#### [HOW TO COMPLETE THIS TASK]
Retrieve every line from the records in which the word "Allee" occurs.
**** DATA IN THIS EXERCISE
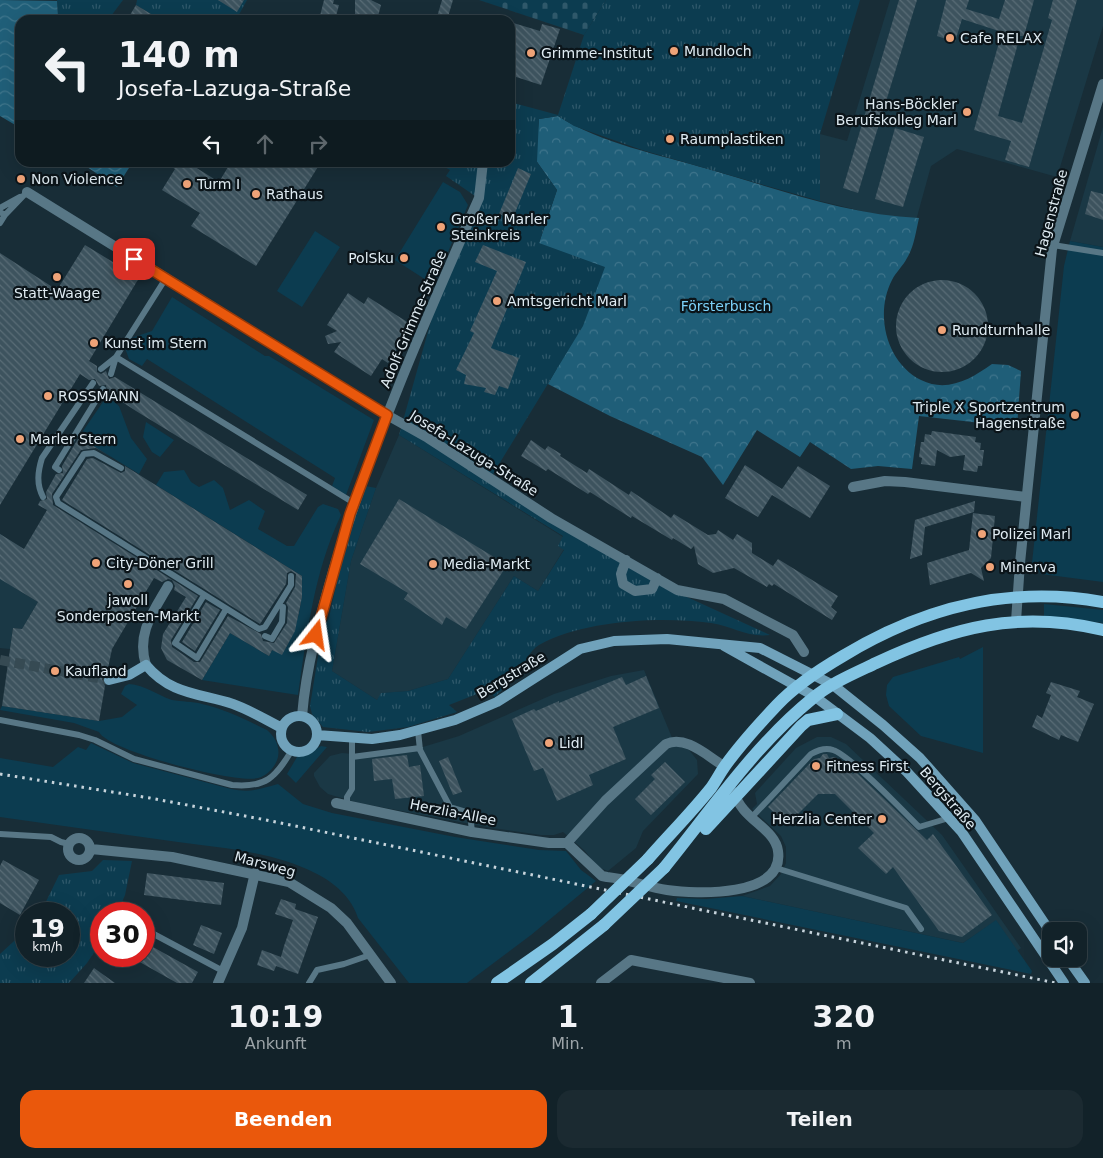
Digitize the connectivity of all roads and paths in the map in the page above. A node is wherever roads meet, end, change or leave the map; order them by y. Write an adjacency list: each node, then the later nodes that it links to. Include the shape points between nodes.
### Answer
1 (1103, 84): 7 (street, Hagenstraße)
2 (482, 167): 15 (street, Adolf-Grimme-Straße, via 478,198)
3 (27, 192): 4 (lane); 5 (lane); 9 (street, Josefa-Lazuga-Straße)
4 (0, 208)
5 (3, 214): 6 (lane)
6 (0, 223)
7 (1053, 244): 8 (lane); 20 (street, Hagenstraße)
8 (1103, 253)
9 (166, 278): 10 (lane); 15 (street, Josefa-Lazuga-Straße)
10 (116, 358): 11 (lane); 12 (lane); 21 (lane)
11 (101, 369)
12 (111, 374)
13 (93, 382): 19 (lane, via 42,458 38,488)
14 (103, 389): 16 (lane)
15 (387, 415): 21 (street, Adolf-Grimme-Straße); 22 (street, Josefa-Lazuga-Straße, via 543,513)
16 (57, 468)
17 (121, 468): 23 (lane, via 94,453 84,454 56,497 58,503 259,629 265,627 291,585)
18 (853, 487): 20 (street, via 885,481 905,482)
19 (43, 497)
20 (1026, 497): 27 (street, Hagenstraße)
21 (354, 503): 43 (street, Adolf-Grimme-Straße, via 317,628)
22 (626, 560): 24 (street, Josefa-Lazuga-Straße); 24 (street, via 621,574 623,584 635,591 652,589)
23 (291, 576)
24 (657, 578): 35 (street, Josefa-Lazuga-Straße, via 677,590 724,599 793,635)
25 (168, 586): 36 (street, via 145,630 142,653)
26 (203, 597): 30 (lane, via 175,644 197,658)
27 (1016, 597): 28 (main road, via 1075,597); 31 (street, Hagenstraße); 37 (main road, via 978,602 917,618 877,635)
28 (1103, 602)
29 (283, 607): 33 (lane, via 282,622 277,631 272,639)
30 (225, 611)
31 (1016, 621): 32 (main road, via 1089,626); 39 (main road, via 985,624 928,640)
32 (1103, 630)
33 (265, 636)
34 (718, 643): 37 (street, Bergstraße, via 760,648); 40 (street, Bergstraße); 46 (street, Bergstraße, via 667,639 614,640 580,649 497,702)
35 (804, 652)
36 (146, 665): 38 (street, via 129,675); 45 (street, via 160,681 177,690 233,705)
37 (814, 673): 39 (street, Bergstraße); 40 (main road)
38 (108, 680)
39 (832, 685): 41 (main road); 65 (street, Bergstraße, via 920,758 969,813)
40 (797, 688): 41 (street, Bergstraße); 52 (main road, via 777,705)
41 (814, 696): 42 (street, Bergstraße); 53 (main road, via 792,716)
42 (837, 714): 53 (main road, via 808,720); 57 (street, Bergstraße, via 870,738 907,772)
43 (302, 716): 45 (street, via 290,718); 47 (street, via 312,721)
44 (0, 720): 50 (lane, via 79,735 134,758 232,785 247,786 269,780)
45 (282, 728): 50 (street, via 283,741)
46 (418, 731): 48 (street, Bergstraße, via 372,739); 49 (lane)
47 (317, 734): 48 (street, Bergstraße); 50 (street, via 311,747)
48 (352, 738): 51 (lane)
49 (420, 748): 51 (lane); 58 (lane, via 450,807 470,813)
50 (292, 750)
51 (352, 757): 55 (lane, via 352,789 347,797)
52 (724, 766): 60 (street, via 682,741 673,740 604,801); 74 (main road, bridge, via 712,787 648,859 591,914)
53 (734, 790): 56 (street, via 740,808); 75 (main road, bridge, via 664,868 604,926)
54 (336, 803): 55 (street, Herzlia-Allee)
55 (347, 806): 58 (street, Herzlia-Allee)
56 (751, 818): 57 (lane, via 811,754 820,749 833,750 848,760 920,826); 63 (street, via 775,841 778,851)
57 (949, 818): 78 (street, Bergstraße)
58 (472, 832): 60 (street, Herzlia-Allee)
59 (0, 834): 61 (lane, via 52,837)
60 (567, 843): 63 (street, via 602,876 667,890 727,891 754,886 766,880)
61 (69, 844): 62 (street, Marsweg, via 80,838 87,841); 62 (street, Marsweg, via 68,852 76,860 84,859)
62 (91, 849): 64 (street, Marsweg, via 172,857)
63 (776, 868): 66 (lane, via 906,908)
64 (255, 873): 68 (street, Marsweg, via 289,882 325,904 347,923); 70 (street, via 242,928)
65 (1043, 922)
66 (921, 929)
67 (155, 935): 70 (lane)
68 (370, 955): 72 (lane, via 317,970); 73 (street, Marsweg)
69 (1074, 967): 79 (street)
70 (223, 971): 71 (street)
71 (218, 983)
72 (309, 983)
73 (391, 983)
74 (497, 983)
75 (531, 983)
76 (601, 983): 77 (street, via 631,960)
77 (750, 983)
78 (1064, 983)
79 (1085, 983)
********
#### [COMPLETED TASK]
54 (336, 803): 55 (street, Herzlia-Allee)
55 (347, 806): 58 (street, Herzlia-Allee)
58 (472, 832): 60 (street, Herzlia-Allee)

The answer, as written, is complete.